The author visited a region in Bolivia called La Loma. The tribe who lived there depended on a river for their very simple lifestyle. There was plenty of fish, and they were happy. The people in Tarija– near the border of Argentina– were unhappy. For, they went on strike to demand that the government build the power plant it had promised them six months prior. The author interviewed a Bolivian army soldier who told him the country should be ruled by the military. The military was nonpartisan, and its goal was to do only what was best for the country, not what was best for the politicians. If it achieved its goal of improving the economy, however, the military budget would grow with it.
The author was trapped in Tarija for weeks. He couldn’t leave by bus, train or plane, and there were guarded barricades all around the city. He spoke with a man who had fought in the Bolivian war with the Paraguayans over disputed territory in the Chaco in 1932. Many more Bolivians died of dehydration, starvation and disease, than from their wounds.
The Bolivians fought incompetently, lacking training and resources. The war ended in 1935, due to attrition on both sides. Bolivians’ emotional turmoil was comparable to that of Americans’ after Vietnam and Watergate. Trust had been broken between the Bolivian people and their leaders.
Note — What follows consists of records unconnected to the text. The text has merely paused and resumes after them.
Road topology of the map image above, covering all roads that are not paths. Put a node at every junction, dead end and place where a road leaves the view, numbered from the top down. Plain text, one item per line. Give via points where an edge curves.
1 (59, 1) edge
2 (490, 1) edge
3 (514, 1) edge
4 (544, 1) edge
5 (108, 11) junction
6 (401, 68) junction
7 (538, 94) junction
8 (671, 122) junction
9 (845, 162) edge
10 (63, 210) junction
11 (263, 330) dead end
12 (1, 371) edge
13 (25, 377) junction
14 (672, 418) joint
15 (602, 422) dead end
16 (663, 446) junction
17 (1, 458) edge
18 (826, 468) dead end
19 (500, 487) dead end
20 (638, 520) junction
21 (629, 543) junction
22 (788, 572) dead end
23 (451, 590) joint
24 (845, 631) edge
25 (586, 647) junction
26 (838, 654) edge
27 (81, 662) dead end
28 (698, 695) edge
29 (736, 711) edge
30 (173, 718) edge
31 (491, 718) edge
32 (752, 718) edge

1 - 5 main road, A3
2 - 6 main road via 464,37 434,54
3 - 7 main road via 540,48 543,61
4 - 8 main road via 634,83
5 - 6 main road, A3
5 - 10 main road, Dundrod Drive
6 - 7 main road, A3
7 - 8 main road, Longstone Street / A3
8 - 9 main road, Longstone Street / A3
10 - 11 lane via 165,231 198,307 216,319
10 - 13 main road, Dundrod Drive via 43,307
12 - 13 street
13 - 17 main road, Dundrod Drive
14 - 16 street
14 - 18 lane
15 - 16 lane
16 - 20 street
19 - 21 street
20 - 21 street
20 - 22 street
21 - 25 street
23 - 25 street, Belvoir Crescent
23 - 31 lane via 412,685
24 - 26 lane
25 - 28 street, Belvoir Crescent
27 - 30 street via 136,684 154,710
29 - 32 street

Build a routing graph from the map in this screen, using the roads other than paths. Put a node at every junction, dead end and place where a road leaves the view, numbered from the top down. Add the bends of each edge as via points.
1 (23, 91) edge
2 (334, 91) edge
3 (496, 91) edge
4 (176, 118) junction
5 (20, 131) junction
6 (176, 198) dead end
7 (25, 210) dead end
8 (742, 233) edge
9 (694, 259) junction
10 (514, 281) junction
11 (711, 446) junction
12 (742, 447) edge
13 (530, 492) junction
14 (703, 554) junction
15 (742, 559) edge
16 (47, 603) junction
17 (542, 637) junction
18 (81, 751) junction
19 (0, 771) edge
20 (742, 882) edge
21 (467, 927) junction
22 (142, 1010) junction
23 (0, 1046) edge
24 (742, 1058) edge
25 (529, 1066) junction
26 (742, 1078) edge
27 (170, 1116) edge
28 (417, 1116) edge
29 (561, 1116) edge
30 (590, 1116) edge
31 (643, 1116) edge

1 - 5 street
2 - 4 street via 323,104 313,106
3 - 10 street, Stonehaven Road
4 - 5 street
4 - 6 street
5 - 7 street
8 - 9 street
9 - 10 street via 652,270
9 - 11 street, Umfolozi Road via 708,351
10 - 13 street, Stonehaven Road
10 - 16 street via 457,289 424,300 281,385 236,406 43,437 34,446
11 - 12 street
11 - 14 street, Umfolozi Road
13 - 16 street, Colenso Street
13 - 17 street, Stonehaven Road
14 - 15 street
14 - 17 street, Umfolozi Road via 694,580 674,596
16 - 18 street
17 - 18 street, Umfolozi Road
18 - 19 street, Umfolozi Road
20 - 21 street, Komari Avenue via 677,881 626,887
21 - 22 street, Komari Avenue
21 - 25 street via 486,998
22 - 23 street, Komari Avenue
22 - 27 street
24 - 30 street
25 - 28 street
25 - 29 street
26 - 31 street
So revolution (during which ninety thousand people died) ensued in 1952. But the aforementioned interviewee thought Bolivians were worse off after the revolution.
Some changes were made: nationalization of the tin mines, land reform, and Indians got the vote. But Bolivia went bankrupt in 1956. The United States instituted a stabilization program there. The military led the country again until 1985. The takeaway from Bolivia’s governments through the decades, is that dictators are largely similar the world over:
“He had wealth and status… He produced nothing and provided no leadership. He was not very smart and had few skills… his contempt for his countrymen and his belief in his own superiority was not typical of what is normally considered moral.”
Read the book to learn a smattering about Bolivia’s history of missionaries, violent occurrences, and mindset over the last several centuries.